Saved data entries:
::::::

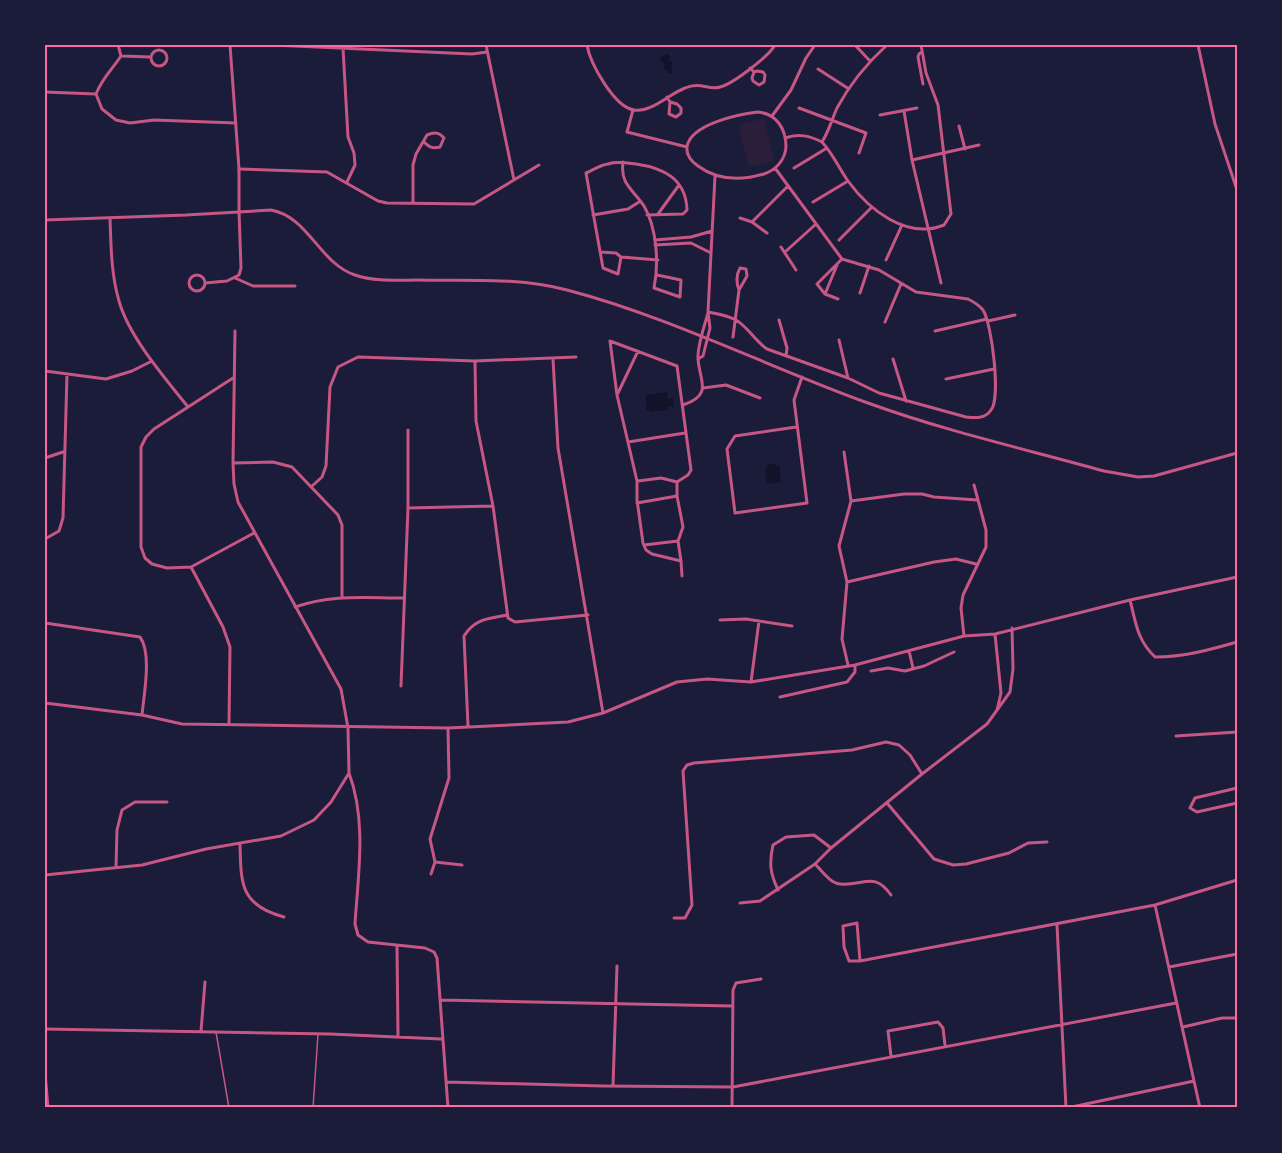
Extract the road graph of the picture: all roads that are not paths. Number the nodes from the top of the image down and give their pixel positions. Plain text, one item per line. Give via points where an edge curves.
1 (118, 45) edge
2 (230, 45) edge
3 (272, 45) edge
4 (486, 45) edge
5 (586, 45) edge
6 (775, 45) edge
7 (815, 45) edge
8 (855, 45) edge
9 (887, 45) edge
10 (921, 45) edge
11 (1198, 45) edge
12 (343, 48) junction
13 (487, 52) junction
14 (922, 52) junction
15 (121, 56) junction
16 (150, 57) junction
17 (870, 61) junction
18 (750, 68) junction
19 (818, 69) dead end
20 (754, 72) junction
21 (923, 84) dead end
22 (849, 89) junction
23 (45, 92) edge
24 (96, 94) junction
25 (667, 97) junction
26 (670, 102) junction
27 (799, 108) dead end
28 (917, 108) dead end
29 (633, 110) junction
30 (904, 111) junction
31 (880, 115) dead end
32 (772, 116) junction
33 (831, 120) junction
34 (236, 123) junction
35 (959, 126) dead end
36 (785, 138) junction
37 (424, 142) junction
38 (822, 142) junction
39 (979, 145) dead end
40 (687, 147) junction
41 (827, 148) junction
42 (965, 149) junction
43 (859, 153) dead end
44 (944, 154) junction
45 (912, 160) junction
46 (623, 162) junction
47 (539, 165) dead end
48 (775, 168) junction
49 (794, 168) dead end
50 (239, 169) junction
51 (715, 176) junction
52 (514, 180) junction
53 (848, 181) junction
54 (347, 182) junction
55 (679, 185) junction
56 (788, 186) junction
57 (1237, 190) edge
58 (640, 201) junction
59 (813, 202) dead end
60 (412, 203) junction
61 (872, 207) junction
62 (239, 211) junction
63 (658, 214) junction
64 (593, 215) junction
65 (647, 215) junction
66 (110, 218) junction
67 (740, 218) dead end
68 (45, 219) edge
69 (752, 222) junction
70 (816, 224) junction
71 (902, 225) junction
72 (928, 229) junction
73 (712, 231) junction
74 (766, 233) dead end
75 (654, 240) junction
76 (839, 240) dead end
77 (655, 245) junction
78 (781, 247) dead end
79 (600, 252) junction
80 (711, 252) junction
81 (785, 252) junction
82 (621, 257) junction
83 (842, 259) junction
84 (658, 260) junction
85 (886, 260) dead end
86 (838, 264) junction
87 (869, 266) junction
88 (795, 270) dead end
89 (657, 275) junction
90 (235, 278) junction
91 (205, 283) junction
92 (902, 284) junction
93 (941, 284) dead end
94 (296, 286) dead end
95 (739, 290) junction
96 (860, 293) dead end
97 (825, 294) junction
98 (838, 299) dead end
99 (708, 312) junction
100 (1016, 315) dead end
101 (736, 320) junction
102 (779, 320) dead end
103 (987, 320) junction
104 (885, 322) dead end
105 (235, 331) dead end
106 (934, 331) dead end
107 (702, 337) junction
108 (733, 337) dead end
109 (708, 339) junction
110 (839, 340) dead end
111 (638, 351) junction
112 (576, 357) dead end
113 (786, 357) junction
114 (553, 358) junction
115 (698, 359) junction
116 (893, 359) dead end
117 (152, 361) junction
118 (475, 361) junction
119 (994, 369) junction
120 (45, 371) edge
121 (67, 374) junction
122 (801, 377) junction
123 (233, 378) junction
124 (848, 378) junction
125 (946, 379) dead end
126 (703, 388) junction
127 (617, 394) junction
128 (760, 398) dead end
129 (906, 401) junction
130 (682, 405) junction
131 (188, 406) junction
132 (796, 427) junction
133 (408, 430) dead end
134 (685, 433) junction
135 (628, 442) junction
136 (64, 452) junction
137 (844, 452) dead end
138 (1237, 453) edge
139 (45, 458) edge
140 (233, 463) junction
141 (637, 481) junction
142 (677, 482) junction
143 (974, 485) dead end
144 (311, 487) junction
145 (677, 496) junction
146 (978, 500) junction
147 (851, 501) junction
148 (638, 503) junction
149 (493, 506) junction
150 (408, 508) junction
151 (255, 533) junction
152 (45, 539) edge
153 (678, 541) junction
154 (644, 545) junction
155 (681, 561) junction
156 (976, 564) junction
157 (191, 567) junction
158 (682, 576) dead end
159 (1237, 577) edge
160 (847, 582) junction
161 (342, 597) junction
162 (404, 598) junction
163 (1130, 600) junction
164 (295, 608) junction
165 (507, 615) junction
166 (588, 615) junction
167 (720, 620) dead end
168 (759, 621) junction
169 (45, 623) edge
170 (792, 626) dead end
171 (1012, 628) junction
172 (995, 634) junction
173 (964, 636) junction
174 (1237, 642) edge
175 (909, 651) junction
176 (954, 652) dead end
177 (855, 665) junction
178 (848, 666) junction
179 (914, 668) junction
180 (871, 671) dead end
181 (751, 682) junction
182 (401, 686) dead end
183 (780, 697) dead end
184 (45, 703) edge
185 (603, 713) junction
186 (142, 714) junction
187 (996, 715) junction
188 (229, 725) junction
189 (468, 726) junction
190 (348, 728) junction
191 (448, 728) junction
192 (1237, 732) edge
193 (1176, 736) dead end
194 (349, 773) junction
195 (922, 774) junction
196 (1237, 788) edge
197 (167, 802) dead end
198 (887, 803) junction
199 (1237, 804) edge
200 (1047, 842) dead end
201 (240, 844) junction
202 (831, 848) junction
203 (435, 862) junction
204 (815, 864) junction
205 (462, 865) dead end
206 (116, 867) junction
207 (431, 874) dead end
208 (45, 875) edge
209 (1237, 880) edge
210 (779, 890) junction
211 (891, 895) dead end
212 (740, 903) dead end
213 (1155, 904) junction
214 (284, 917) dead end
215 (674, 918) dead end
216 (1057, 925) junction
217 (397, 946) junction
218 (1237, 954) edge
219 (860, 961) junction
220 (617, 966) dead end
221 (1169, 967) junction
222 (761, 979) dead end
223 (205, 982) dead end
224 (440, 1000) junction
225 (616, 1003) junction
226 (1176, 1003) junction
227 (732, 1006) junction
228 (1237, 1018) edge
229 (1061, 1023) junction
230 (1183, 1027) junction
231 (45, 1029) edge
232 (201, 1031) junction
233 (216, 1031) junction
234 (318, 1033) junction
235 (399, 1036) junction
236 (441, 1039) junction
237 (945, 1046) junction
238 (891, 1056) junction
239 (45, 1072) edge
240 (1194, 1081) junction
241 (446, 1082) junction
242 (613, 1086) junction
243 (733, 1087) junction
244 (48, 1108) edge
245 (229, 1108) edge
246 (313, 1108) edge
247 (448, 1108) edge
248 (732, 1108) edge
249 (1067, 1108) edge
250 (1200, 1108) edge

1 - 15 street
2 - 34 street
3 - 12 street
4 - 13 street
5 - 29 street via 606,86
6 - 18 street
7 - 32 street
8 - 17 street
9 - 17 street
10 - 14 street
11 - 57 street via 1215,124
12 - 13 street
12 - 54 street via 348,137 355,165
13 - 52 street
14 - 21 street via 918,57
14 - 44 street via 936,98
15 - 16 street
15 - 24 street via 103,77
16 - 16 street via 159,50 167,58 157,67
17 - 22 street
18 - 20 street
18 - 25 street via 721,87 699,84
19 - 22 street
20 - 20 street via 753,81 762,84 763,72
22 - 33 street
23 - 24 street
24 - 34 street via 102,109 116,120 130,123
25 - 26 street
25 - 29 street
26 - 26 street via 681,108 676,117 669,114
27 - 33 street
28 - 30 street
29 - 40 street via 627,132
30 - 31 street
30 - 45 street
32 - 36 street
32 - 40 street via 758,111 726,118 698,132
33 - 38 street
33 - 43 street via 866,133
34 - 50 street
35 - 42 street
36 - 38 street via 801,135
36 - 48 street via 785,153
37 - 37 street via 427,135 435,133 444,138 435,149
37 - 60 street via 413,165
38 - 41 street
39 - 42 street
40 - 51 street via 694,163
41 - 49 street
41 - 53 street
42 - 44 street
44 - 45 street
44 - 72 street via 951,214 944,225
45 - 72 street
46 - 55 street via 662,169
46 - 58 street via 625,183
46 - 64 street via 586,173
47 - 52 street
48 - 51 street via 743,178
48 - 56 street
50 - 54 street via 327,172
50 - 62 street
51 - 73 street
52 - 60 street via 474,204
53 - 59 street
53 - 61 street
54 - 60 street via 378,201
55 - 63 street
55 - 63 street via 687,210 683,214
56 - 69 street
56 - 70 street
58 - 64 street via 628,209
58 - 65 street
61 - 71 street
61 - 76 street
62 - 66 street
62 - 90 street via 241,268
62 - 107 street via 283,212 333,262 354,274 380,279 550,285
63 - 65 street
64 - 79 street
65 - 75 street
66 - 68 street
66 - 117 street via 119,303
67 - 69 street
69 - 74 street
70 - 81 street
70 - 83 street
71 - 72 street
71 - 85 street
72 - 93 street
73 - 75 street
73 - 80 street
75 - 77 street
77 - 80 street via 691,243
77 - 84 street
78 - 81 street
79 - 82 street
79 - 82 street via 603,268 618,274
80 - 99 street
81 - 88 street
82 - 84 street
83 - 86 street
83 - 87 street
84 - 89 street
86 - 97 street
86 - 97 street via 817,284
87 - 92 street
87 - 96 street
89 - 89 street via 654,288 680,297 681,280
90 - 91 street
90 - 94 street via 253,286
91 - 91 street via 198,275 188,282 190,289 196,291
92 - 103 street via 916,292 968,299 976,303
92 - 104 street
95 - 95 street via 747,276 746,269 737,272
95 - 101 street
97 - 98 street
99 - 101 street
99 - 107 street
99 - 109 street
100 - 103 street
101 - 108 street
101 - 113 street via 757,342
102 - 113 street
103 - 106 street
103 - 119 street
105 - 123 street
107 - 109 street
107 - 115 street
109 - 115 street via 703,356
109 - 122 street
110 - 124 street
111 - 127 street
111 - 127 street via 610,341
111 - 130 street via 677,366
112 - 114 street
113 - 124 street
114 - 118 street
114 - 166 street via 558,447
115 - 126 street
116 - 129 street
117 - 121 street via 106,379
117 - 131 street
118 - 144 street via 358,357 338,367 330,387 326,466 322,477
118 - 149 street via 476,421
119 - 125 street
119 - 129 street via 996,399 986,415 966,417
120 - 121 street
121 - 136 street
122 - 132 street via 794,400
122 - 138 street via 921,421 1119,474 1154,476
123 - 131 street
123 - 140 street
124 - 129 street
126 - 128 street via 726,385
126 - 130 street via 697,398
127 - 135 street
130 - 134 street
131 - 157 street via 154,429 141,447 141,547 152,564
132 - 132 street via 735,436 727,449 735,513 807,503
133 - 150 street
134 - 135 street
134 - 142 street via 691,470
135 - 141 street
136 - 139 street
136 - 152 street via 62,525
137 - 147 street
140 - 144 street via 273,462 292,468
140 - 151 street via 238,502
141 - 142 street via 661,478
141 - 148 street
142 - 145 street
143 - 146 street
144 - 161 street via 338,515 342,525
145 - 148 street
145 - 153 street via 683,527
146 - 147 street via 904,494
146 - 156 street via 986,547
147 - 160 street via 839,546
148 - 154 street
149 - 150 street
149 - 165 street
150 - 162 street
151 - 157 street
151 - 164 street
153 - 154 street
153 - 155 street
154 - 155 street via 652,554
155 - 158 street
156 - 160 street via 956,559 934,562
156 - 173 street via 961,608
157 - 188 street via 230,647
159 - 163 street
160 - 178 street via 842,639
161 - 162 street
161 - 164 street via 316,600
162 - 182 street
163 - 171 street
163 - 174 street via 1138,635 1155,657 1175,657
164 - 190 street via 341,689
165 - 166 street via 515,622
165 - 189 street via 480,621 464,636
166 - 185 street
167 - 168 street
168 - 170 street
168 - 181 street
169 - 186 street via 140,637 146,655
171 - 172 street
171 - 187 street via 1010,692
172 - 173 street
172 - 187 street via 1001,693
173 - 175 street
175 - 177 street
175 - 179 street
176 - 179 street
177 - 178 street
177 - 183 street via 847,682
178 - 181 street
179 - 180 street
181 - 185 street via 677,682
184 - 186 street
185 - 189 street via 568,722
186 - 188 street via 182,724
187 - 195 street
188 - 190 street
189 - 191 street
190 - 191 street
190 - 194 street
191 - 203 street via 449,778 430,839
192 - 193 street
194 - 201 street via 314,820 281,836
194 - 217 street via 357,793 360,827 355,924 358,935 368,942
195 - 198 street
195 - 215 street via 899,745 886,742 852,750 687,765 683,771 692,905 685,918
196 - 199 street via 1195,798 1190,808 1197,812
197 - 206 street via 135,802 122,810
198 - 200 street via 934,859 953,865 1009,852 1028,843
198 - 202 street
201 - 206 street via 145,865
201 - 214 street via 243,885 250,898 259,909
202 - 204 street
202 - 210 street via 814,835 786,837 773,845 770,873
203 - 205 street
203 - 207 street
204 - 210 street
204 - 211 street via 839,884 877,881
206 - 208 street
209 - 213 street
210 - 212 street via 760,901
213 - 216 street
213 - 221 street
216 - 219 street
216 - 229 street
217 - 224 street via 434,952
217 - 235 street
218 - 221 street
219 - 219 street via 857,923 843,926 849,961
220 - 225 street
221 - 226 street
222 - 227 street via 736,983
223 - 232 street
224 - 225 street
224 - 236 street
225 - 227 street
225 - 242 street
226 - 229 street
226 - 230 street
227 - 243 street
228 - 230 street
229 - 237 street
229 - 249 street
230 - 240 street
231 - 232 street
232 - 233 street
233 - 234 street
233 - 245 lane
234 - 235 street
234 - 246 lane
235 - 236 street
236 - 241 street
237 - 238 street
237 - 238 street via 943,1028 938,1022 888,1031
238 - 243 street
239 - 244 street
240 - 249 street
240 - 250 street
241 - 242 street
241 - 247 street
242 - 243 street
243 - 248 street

::::::

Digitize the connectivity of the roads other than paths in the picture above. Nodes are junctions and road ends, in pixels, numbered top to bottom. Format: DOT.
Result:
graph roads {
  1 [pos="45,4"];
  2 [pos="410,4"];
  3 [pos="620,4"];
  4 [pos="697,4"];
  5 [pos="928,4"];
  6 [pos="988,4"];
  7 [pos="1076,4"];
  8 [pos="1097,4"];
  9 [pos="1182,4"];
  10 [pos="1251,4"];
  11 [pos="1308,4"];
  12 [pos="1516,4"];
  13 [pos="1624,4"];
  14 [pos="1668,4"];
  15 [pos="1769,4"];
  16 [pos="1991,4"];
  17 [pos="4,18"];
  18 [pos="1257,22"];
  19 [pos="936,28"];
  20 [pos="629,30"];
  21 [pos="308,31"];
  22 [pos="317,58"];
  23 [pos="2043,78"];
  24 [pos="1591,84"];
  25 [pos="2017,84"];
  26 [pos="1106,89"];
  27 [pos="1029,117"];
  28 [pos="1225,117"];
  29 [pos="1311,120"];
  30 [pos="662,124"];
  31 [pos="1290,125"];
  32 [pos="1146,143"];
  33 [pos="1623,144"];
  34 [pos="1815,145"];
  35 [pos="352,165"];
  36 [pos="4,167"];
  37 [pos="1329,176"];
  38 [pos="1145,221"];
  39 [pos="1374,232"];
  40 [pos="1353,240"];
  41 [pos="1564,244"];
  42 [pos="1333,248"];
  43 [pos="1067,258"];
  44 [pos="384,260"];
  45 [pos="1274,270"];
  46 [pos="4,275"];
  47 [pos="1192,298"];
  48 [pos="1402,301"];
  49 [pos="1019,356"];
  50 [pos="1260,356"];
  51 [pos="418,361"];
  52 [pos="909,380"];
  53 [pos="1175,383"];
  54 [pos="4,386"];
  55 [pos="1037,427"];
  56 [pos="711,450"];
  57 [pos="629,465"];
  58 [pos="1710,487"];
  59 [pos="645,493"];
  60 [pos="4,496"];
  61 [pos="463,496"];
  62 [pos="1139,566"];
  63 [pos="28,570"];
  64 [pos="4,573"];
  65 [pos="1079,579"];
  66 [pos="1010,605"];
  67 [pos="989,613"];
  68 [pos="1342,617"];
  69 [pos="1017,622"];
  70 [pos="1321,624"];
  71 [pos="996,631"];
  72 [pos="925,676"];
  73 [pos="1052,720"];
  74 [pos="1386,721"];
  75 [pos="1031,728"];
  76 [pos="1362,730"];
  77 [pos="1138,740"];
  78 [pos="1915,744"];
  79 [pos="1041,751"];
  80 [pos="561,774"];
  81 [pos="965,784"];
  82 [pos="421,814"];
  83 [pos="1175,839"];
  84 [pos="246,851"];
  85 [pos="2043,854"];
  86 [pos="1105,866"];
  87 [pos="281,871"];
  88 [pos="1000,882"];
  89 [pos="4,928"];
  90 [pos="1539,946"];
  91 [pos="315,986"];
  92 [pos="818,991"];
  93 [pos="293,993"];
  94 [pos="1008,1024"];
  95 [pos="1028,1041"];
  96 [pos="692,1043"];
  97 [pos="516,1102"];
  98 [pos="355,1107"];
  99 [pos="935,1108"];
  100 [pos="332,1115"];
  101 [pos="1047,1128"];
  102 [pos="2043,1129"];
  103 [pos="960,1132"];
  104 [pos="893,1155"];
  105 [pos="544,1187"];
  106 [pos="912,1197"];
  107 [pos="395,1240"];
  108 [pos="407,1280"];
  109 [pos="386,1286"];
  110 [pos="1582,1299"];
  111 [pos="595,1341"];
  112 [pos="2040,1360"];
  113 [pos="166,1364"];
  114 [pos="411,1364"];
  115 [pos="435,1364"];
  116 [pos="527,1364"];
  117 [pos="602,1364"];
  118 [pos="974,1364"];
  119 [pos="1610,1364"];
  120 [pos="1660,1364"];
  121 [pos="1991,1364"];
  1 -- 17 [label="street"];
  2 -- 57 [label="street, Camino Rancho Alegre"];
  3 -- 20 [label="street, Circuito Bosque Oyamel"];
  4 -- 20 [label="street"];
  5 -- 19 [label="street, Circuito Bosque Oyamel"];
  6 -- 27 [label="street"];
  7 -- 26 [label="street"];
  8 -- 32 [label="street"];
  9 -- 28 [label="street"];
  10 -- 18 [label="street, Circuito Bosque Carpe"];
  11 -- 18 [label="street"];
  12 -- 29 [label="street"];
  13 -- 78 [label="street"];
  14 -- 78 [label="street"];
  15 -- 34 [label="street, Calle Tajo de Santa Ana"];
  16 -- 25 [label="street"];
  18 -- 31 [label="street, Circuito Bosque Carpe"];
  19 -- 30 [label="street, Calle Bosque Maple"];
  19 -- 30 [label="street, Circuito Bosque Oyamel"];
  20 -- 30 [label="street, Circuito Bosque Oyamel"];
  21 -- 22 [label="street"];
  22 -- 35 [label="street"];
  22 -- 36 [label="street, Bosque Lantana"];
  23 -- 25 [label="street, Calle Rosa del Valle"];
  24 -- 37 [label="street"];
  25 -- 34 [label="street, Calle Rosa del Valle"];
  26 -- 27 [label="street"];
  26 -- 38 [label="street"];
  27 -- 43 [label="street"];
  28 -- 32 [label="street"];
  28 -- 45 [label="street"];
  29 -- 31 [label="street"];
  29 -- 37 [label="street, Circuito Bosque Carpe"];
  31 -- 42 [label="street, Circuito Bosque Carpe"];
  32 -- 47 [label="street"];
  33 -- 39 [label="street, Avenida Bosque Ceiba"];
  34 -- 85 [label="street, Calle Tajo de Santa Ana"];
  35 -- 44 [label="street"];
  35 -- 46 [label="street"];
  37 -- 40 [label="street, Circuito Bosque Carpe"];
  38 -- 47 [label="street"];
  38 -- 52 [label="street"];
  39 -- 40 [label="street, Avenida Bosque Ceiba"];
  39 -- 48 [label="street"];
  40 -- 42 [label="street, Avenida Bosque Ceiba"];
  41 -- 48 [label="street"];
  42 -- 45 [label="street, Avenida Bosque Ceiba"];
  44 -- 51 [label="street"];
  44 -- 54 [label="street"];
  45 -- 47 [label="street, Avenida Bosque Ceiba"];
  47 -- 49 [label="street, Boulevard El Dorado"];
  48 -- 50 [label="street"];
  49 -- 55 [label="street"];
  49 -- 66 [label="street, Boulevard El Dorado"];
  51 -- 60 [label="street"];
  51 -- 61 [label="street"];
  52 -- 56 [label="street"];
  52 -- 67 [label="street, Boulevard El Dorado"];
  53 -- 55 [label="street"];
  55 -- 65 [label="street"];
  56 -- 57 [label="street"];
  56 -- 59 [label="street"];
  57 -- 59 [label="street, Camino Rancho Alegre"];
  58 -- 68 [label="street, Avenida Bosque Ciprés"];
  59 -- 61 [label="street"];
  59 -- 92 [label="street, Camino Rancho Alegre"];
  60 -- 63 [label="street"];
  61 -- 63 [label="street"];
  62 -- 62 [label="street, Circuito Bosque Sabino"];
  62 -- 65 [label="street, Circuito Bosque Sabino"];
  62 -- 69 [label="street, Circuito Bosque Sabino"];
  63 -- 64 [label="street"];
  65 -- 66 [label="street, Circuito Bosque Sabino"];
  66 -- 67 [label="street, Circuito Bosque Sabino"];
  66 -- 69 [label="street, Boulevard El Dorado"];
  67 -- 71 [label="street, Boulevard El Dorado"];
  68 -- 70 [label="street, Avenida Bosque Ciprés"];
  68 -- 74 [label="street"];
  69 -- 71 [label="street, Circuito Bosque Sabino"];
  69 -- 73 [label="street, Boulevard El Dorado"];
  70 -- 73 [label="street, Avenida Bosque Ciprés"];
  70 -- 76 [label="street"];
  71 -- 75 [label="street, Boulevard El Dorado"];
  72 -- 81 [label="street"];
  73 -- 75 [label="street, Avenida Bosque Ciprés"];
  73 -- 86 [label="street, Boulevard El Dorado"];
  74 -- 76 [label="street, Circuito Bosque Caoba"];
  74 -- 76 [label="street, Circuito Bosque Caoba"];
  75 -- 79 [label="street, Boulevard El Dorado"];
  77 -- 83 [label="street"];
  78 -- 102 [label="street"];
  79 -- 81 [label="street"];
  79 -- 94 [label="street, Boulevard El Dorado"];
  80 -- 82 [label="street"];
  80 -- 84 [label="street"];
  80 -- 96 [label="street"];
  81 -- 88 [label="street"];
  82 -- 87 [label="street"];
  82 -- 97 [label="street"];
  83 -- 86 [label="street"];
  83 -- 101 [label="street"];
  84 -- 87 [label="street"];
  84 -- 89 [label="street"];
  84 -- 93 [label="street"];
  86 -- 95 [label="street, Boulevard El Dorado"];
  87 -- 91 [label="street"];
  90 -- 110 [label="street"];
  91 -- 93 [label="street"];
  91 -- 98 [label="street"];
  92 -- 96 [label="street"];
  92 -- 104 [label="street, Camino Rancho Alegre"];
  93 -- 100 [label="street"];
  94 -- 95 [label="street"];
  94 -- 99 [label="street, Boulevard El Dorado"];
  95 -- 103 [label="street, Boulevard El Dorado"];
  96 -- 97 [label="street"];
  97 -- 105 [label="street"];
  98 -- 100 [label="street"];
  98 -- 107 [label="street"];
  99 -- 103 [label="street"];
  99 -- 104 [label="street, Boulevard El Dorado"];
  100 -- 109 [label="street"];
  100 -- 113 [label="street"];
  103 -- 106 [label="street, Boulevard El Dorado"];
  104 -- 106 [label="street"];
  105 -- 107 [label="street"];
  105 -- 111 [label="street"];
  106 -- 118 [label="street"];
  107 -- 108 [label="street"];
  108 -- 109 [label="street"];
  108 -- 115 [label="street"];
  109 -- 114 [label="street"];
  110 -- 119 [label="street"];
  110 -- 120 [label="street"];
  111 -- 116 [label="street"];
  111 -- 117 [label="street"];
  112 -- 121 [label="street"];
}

::::::

**YOUR TASK**
Search the data above for the word "Calle" and say how many lines contain it, giving only that number.

**COMPLETED TASK**
5